- _REQUIRED ACTION_
Filter the records below, keeping only lines with the string "Kari".

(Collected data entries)
..............................

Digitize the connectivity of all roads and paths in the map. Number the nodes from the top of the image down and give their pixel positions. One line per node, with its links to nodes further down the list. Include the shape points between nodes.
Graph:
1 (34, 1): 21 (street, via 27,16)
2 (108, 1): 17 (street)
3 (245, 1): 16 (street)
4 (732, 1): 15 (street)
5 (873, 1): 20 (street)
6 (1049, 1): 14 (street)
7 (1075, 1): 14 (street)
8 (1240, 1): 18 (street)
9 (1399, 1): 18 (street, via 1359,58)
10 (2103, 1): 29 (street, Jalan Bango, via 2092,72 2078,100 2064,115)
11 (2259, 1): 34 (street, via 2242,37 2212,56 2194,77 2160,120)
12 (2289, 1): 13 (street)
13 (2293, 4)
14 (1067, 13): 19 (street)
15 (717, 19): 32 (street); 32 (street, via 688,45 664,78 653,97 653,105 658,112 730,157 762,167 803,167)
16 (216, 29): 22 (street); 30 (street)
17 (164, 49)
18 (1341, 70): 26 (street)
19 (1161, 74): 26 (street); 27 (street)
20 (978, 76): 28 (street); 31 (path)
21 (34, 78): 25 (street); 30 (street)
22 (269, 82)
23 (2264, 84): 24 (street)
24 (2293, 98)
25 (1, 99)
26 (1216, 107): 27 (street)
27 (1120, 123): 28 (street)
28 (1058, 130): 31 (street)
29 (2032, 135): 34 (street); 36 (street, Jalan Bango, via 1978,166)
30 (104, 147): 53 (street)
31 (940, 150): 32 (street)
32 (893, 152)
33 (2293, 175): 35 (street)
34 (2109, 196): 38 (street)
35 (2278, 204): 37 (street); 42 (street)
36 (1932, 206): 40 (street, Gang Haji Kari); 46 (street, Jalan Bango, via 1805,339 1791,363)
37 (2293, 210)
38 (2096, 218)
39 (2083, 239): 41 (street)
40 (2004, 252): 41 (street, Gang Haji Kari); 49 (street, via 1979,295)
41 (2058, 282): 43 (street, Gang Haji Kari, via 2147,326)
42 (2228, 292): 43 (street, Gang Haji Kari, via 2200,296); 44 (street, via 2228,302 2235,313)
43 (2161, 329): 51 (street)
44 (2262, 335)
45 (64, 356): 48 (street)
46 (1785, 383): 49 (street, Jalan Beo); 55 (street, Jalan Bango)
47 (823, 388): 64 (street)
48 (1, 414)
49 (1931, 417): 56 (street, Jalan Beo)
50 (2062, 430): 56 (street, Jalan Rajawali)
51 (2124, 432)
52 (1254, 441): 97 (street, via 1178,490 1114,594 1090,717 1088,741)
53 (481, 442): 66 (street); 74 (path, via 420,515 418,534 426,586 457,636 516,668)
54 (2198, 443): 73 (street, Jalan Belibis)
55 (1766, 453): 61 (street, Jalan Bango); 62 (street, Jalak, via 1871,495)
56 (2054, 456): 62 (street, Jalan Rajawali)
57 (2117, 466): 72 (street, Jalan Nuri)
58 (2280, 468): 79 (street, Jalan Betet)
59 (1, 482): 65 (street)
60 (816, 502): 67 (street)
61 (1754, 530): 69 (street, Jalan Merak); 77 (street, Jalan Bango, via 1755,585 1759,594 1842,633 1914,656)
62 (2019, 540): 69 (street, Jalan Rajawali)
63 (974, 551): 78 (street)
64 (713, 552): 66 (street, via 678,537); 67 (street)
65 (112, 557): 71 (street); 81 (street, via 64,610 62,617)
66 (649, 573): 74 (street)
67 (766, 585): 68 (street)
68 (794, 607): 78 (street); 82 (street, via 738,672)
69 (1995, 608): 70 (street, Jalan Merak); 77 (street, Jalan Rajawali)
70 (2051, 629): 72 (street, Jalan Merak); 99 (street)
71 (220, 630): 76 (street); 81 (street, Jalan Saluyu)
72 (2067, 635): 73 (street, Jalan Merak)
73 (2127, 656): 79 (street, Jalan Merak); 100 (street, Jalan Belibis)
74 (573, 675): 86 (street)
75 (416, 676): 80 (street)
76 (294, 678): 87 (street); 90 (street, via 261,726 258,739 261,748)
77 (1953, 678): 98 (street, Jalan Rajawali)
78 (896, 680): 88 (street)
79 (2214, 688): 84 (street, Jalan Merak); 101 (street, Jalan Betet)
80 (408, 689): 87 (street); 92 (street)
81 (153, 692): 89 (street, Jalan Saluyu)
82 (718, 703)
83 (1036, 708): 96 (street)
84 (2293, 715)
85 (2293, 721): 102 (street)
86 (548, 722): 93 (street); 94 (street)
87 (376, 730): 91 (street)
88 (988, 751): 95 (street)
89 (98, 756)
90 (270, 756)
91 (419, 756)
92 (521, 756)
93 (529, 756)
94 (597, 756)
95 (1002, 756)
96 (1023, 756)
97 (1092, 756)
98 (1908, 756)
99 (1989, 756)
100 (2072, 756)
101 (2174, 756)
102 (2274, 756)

..............................

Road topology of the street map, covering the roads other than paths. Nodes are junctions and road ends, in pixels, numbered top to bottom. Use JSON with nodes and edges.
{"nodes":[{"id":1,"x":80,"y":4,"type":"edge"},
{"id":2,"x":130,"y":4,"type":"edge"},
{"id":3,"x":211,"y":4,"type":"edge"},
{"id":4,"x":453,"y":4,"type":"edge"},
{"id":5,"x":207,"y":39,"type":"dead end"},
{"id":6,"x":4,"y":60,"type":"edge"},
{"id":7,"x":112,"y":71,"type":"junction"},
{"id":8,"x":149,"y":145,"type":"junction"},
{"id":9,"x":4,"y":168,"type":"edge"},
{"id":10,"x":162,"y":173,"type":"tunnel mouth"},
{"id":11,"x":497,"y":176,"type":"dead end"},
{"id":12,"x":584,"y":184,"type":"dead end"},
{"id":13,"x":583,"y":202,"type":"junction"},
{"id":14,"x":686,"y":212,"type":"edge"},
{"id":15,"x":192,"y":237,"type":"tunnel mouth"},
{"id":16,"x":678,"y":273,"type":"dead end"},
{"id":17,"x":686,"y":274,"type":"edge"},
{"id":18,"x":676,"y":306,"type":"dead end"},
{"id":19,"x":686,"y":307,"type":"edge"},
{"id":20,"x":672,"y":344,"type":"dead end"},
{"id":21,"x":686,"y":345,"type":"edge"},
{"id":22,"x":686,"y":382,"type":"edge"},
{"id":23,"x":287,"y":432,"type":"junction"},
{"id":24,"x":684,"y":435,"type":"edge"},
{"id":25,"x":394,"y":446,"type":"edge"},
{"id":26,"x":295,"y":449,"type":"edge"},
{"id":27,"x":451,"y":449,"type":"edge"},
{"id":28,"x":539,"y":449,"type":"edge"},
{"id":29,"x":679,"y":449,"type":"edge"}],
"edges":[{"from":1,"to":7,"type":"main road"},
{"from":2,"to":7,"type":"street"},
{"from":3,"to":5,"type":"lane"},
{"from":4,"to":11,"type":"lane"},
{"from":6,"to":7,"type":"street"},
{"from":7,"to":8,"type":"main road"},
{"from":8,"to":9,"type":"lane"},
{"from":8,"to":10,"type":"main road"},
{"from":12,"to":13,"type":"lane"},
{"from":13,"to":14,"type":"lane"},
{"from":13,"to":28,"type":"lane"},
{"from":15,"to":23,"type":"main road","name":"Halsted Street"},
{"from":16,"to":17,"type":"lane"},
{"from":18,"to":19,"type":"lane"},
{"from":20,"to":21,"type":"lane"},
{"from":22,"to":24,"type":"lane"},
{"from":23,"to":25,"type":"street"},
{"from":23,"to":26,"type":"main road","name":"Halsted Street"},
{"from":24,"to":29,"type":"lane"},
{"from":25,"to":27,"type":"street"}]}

..............................

- _YOUR RESPONSE_
36 (1932, 206): 40 (street, Gang Haji Kari); 46 (street, Jalan Bango, via 1805,339 1791,363)
40 (2004, 252): 41 (street, Gang Haji Kari); 49 (street, via 1979,295)
41 (2058, 282): 43 (street, Gang Haji Kari, via 2147,326)
42 (2228, 292): 43 (street, Gang Haji Kari, via 2200,296); 44 (street, via 2228,302 2235,313)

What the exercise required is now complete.